Sulaymān ibn al-Manṣūr (سليمان بن المنصور), better known as Sulaymān ibn Abī Jaʿfar (سليمان بن أبي جعفر), was an Abbasid prince and served as governor of Basra, al-Jazira and Syria during the reign of his nephew, Caliph Harun al-Rashid. He also served in Syria under al-Rashid's son and successor, al-Amin.

==Life==
Sulayman was a son of the Abbasid caliph al-Mansur (whose nickname was 'Abu Ja'far') and one of his wives, Fatimah bint Muhammad al-Taymi, granddaughter of Isa ibn Talha al-Taymi, who was the son of a leading companion of the Islamic prophet Muhammad, Talha ibn Ubaydallah. Sulayman's daughter Abbasa was a wife of Caliph Harun al-Rashid, the son of Sulayman's brother, Caliph al-Mahdi. Under al-Mahdi's other son and immediate successor, Caliph al-Hadi, Sulayman led the Hajj pilgrimage to Mecca. During al-Rashid's reign, Sulayman led the Hajj in 793, and served as the caliph's governor in Basra, al-Jazira and Syria.

Sulayman was entrusted by al-Rashid's son and successor al-Amin to secure the oaths of allegiance to his caliphate from holdouts among the elite. Al-Amin, who was also related to Sulayman through his mother, reappointed Sulayman to govern Syria around 809–810 in response to unrest in Damascus emanating from the theft of a prized crystal pitcher from the Umayyad Mosque by the incumbent governor, Sulayman's nephew Mansur ibn al-Mahdi. The outrage of the Damascenes prompted them to refuse prayer under Abbasid leadership. As governor of Syria, Sulayman was "a pillar of the 'Abbasid regime", according to the historian Wilferd Madelung.

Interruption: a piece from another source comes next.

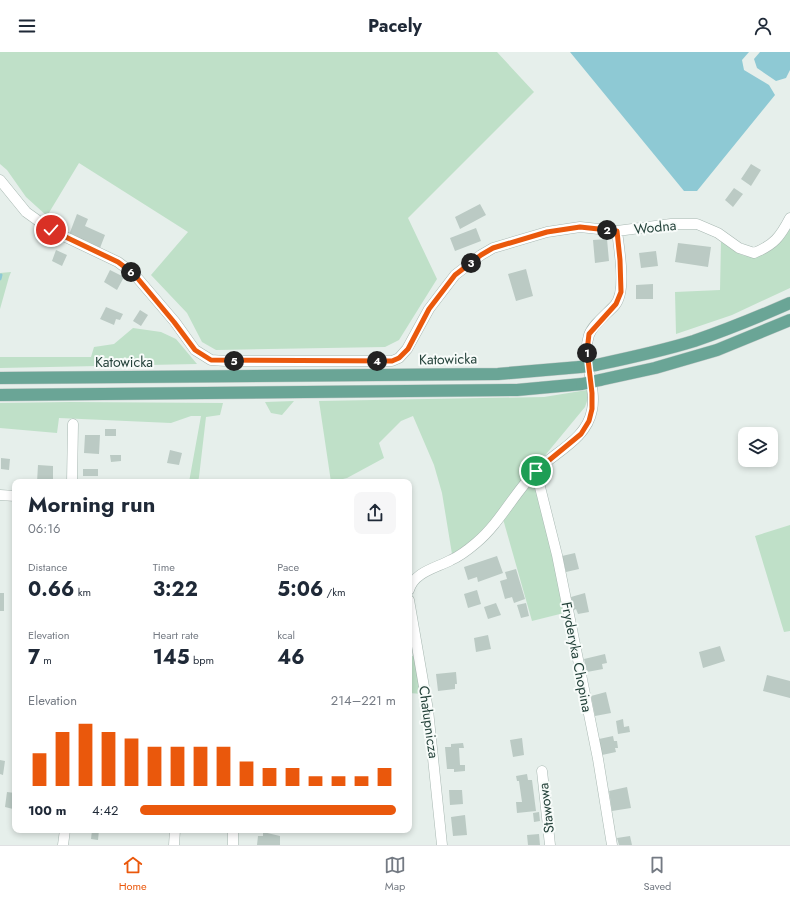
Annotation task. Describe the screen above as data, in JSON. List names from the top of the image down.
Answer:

During the Fourth Fitna, the civil war which broke out in 811 over the succession dispute between al-Amin and his brother al-Ma'mun, tribes and local magnates in many regions and cities in Syria expelled representatives of the Abbasids. In Damascus, remnants of the Umayyad dynasty, which was toppled from the caliphate by the Abbasids in 750, and their sympathizers, led by Abu al-Umaytir al-Sufyani, attacked Sulayman's in his residence, the palace of al-Hajjaj ibn Yusuf. In the run up to the revolt, Sulayman had imprisoned an Abbasid loyalist, the prominent Qaysi chief Ibn Bayhas al-Kilabi, in the same palace. Ibn Bayhas was an opponent of the Umayyads' mostly Yamani backers, rivals of the Qays. Sulayman freed Ibn Bayhas during the Umayyads' attack and Ibn Bayhas helped him escape. The Qaysi chief escorted him through the Hauran to Thaniyyat al-Uqab. From there, Sulayman made his way to Kufa in Iraq. During their escape from Syria, the Abbasid troops were attacked and pillaged by the Damascene mobs.

Upon his return to Iraq, Sulayman remained among the leading partisans of al-Amin, staying with him and his loyalist troops from the al-abna faction as they barricaded in Baghdad's City of Peace as al-Ma'mun's general, Tahir ibn al-Husayn, closed in on him. According to a narrative cited in the history of al-Tabari (d. 937), Sulayman was among those approached by Tahir to persuade al-Amin to surrender to al-Ma'mun.

==Bibliography==
- Madelung, Wilferd (2000). "Abūʾl ʿAmayṭar the Sufyānī"
- Cobb, Paul M. (2001). "White Banners: Contention in 'Abbasid Syria, 750–880"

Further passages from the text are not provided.